Would you please retype, exactly, the lines of the listing below between the line with "index tip: (114, 232)" and the line with "index mcp: (294, 223)", inclusive?
(SUPPLIED DATA Opens)
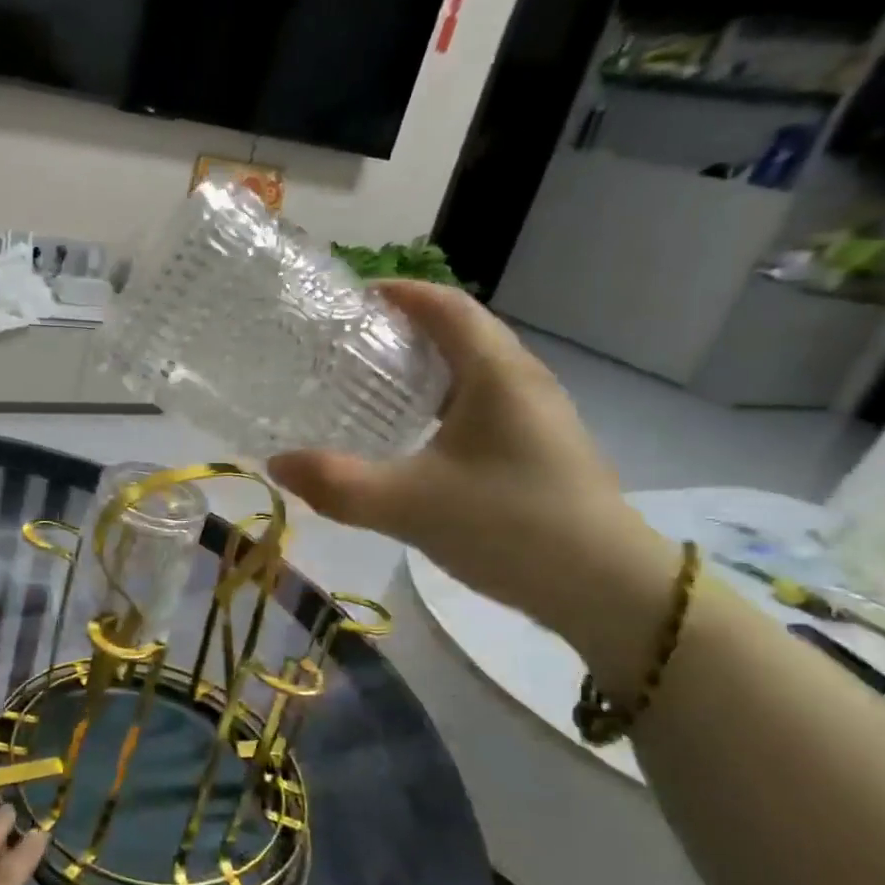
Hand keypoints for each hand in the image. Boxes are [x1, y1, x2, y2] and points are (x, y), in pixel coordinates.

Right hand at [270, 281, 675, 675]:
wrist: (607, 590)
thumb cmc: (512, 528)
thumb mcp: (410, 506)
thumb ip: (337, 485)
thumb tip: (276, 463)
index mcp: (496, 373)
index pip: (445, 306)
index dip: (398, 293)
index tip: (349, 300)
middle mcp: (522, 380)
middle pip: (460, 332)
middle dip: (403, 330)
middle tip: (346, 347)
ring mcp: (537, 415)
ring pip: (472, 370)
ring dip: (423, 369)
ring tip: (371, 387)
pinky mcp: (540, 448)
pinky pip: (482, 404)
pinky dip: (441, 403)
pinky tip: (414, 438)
(SUPPLIED DATA Closes)
(SUPPLIED DATA Opens)
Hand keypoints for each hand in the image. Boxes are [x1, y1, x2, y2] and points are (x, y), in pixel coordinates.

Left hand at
(SUPPLIED DATA Closes)
(SUPPLIED DATA Opens)
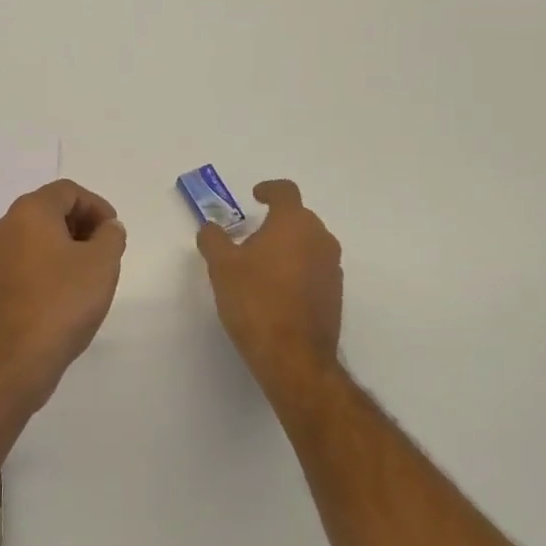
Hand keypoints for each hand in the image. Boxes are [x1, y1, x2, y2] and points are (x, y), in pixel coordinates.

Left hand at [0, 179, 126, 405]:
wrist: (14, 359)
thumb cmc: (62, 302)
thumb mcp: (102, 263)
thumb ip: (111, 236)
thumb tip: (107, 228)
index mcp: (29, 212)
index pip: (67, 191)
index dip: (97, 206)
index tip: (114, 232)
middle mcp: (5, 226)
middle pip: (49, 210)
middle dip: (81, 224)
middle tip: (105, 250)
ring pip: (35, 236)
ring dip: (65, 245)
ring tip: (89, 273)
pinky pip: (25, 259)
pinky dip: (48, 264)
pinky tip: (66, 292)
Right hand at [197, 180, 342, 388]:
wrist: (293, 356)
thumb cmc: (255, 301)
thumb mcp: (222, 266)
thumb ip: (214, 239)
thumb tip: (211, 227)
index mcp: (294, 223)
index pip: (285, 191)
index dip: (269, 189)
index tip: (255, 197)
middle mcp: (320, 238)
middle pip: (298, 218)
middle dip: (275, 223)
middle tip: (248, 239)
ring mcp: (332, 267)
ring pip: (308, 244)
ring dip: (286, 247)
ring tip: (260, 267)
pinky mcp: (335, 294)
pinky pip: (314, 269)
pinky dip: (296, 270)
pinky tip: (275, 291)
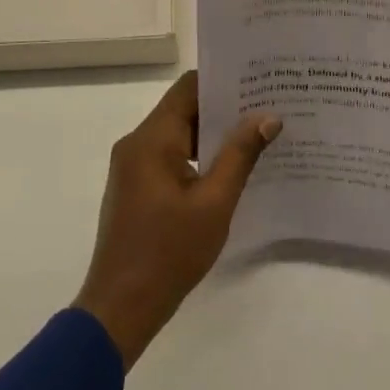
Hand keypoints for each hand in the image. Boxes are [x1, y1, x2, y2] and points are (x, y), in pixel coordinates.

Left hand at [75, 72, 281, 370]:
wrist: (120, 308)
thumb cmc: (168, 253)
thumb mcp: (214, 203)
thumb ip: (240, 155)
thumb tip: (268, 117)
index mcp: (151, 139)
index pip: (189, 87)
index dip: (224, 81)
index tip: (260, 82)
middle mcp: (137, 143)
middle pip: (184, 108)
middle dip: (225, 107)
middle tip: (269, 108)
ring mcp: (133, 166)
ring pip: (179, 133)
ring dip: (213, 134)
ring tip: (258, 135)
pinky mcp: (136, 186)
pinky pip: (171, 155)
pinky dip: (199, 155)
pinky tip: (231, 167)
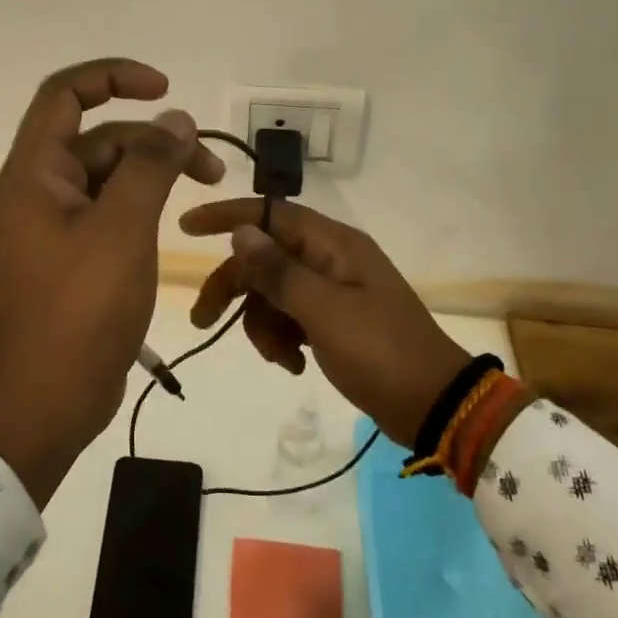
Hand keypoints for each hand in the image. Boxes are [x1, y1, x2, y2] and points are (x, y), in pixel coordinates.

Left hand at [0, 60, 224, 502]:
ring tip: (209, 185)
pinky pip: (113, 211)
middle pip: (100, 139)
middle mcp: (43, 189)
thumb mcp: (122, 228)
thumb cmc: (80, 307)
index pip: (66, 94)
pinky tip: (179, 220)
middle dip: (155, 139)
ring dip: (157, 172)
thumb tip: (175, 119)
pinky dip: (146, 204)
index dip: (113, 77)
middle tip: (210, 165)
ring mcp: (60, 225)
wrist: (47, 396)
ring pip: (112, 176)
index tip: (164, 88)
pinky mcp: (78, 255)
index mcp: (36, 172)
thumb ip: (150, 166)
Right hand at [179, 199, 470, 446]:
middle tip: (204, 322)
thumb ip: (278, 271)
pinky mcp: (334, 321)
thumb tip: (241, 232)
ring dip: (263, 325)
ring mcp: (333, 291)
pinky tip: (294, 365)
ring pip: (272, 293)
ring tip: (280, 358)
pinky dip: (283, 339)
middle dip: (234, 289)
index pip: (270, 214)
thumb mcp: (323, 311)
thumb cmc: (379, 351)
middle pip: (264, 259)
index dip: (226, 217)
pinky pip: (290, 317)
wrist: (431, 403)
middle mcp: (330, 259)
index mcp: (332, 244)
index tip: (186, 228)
(SUPPLIED DATA Closes)
WORKED SOLUTION ▸
index tip: (114, 232)
middle mcp: (5, 226)
middle pip: (49, 210)
middle dip: (81, 224)
middle tip: (105, 250)
ring pip: (35, 236)
ring dip: (65, 245)
ring tip: (89, 273)
pinky pip: (25, 259)
pinky dip: (48, 264)
pinky tip: (66, 292)
Right hand at [197, 180, 342, 388]:
wrist: (293, 356)
thumb cmc: (255, 301)
thumb mcp: (222, 266)
thumb ip: (214, 239)
thumb tip: (211, 227)
index mcp: (294, 223)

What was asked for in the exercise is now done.